The Supreme Court (SC), in Jaya Bachchan case (2006) disqualifying her from Rajya Sabha had held that office of profit is relevant if office is capable of yielding profit or pecuniary gain and not whether person actually obtained a monetary gain.
It had held that if office carries with it or entitles holder to any pecuniary gain other than reimbursement of out of pocket or actual expenses, then office will be office of profit for purpose of Article 102 (1)(a). However, if person acquires contract or licence from government to perform functions, which government would have itself discharged, will not be held guilty of holding an office of profit.
Issue of parliamentary secretaries
Prime Ministers and Chief Ministers usually appoint parliamentary secretaries from their own parties who are MPs or MLAs assisting Minister in their performing their duties.
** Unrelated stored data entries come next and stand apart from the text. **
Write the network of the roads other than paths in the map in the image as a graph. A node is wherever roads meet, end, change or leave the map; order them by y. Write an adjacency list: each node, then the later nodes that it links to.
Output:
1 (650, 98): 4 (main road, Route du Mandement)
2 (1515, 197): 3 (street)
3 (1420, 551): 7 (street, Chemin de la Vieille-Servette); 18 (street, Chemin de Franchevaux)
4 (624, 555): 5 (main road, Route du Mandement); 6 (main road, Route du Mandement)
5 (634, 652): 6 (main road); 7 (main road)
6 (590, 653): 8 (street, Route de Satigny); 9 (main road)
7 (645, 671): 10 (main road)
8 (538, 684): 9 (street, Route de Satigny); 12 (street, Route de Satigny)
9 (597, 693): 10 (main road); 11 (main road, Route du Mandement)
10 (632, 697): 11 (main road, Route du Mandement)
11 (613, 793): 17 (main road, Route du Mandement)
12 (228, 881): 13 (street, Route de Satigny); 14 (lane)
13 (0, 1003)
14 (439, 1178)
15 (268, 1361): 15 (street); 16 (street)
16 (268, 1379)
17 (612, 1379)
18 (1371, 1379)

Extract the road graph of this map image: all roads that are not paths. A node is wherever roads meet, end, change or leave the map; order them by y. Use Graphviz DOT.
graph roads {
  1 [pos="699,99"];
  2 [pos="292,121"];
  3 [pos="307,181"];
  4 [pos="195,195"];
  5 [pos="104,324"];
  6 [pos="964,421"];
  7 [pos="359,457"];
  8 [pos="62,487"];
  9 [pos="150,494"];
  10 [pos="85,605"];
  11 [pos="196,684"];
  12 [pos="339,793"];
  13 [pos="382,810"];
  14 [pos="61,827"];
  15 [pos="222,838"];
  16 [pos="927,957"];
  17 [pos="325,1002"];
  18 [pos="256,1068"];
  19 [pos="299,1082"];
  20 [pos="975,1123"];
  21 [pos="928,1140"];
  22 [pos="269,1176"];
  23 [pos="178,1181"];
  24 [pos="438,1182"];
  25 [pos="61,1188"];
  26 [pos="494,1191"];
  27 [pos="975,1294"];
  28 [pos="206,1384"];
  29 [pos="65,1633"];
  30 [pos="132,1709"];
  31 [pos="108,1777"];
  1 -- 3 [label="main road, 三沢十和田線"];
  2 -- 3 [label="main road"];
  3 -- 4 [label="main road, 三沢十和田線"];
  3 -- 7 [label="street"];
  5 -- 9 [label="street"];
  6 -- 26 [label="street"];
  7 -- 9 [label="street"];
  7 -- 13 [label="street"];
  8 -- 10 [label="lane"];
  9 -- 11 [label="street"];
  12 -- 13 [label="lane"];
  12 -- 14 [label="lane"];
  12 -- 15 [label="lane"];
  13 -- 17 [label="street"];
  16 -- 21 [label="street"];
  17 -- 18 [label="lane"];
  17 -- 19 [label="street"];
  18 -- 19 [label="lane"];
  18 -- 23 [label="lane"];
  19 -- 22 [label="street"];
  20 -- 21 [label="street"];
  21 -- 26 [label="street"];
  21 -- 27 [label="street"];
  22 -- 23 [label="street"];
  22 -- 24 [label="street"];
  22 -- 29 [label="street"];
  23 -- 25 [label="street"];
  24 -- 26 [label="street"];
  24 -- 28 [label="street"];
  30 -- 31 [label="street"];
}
West Bengal, Telangana, Karnataka, Meghalaya, Nagaland, Arunachal Pradesh, Mizoram, Punjab and Manipur have had similar incidents of parliamentary secretaries as office of profit. In West Bengal, Telangana and Punjab, the respective High Courts had called appointments of parliamentary secretaries “unconstitutional” and struck down the appointments. The Supreme Court also had struck down Assam Parliamentary Secretaries (Appointment, Salaries, Allowances and Miscellaneous Provisions) Act, 2004 in July 2017.